Collected data:
= Beginning of Section =

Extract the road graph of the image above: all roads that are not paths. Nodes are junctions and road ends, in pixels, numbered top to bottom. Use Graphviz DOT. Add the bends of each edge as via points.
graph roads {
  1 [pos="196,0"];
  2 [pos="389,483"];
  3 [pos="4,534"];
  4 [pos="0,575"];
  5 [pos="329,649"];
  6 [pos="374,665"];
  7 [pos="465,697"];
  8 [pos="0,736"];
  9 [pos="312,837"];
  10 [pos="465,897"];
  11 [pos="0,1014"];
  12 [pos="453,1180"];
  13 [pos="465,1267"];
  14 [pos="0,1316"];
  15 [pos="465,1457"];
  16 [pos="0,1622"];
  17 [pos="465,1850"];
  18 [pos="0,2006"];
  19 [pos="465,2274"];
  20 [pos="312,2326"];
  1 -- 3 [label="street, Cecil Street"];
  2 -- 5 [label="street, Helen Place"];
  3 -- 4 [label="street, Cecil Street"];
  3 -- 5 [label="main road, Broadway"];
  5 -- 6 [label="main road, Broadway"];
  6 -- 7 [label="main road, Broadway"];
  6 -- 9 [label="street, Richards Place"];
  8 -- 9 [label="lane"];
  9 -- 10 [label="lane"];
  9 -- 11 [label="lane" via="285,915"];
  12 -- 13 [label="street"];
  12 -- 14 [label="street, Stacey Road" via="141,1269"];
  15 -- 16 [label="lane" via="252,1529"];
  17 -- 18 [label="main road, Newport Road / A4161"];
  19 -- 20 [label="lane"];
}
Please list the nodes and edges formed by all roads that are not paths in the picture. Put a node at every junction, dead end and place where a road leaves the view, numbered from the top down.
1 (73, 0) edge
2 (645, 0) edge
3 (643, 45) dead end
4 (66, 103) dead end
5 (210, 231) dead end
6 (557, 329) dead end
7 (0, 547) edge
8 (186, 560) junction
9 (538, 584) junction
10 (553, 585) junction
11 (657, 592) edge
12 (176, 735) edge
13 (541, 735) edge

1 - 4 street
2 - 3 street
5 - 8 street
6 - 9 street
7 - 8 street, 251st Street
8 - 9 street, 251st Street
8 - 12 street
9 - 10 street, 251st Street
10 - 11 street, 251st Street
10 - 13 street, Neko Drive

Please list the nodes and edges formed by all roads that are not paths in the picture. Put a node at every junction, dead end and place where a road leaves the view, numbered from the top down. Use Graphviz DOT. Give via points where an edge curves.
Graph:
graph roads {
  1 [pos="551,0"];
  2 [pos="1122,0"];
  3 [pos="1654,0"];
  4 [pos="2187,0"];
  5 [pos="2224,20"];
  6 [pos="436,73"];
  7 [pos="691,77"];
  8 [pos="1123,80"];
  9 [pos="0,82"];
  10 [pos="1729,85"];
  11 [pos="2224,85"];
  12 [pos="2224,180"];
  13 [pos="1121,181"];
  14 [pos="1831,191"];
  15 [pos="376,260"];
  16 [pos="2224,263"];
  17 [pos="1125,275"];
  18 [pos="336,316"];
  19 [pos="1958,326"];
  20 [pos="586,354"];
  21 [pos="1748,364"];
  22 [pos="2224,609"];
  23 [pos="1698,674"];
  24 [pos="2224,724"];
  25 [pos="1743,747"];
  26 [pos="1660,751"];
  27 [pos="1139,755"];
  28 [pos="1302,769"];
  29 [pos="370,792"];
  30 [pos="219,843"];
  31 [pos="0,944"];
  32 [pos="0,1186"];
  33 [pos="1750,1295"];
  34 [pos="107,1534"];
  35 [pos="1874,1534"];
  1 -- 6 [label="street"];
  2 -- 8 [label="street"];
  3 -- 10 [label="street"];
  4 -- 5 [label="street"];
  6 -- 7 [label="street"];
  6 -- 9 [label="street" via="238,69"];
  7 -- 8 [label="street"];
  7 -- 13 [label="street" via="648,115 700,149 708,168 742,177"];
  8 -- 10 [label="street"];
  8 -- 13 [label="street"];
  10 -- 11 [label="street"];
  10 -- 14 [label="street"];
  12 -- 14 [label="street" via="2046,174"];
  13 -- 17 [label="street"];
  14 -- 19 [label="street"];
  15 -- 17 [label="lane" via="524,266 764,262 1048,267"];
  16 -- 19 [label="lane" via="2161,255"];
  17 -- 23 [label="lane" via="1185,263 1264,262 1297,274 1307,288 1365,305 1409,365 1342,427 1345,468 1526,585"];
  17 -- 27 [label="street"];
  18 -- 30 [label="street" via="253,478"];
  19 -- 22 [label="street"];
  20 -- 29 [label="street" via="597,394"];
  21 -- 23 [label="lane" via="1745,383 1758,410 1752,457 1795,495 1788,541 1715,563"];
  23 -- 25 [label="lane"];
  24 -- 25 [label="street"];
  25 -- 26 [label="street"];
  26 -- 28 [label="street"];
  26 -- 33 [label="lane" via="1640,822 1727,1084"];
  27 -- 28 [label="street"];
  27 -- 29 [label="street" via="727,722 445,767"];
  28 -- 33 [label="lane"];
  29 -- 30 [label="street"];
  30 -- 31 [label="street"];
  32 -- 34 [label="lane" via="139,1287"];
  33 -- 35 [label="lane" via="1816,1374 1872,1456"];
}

= End of Section =

## AIM OF THE EXERCISE
Scan the entries for lines with the string "list". Report only how many there are.

## ANSWER TO THE PROBLEM
2